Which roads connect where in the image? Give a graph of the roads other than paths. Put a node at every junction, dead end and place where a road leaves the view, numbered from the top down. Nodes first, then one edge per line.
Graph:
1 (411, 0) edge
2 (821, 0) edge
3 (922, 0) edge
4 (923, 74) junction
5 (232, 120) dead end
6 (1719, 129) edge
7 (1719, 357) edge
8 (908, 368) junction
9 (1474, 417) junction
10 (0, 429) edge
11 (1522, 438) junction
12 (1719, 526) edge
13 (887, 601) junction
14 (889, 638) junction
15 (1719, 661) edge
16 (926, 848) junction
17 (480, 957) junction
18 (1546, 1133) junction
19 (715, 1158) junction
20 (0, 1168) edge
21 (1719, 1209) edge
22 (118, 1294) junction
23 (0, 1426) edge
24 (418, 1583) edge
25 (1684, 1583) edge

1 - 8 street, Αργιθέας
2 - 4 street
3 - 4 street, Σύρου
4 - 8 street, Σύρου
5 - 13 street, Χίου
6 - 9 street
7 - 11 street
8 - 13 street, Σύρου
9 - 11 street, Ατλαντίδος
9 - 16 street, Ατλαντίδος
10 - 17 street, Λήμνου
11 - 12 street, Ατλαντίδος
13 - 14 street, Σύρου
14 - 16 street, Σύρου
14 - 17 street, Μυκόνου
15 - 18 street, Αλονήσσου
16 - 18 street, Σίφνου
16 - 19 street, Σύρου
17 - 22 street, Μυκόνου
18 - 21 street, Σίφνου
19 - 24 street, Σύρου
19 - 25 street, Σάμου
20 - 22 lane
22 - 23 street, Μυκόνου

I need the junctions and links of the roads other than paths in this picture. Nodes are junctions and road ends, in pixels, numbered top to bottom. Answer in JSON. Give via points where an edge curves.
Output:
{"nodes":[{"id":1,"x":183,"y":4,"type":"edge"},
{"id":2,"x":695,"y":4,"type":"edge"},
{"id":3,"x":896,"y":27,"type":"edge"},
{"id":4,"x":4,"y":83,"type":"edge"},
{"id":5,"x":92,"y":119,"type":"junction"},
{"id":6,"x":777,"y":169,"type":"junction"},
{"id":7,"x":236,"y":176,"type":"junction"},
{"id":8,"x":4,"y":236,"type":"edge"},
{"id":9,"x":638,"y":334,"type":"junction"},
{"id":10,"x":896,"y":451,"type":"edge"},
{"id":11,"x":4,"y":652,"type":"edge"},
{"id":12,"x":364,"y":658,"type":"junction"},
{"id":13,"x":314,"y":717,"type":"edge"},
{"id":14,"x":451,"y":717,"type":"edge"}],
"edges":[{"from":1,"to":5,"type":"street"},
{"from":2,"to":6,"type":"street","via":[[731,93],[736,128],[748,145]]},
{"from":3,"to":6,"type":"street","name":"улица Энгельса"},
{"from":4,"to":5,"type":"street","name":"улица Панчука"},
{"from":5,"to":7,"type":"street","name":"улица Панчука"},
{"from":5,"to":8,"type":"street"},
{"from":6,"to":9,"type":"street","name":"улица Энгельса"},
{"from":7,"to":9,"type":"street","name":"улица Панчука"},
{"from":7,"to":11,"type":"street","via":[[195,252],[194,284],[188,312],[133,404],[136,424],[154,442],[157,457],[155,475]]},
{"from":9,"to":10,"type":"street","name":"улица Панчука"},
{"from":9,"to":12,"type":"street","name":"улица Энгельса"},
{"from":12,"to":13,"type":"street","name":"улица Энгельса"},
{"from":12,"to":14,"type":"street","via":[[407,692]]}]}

________________

- [WORK TASK] Copy out every line of the listing that contains the string "Σίφνου".

- [RESPONSE AREA]
16 - 18 street, Σίφνου
18 - 21 street, Σίφνου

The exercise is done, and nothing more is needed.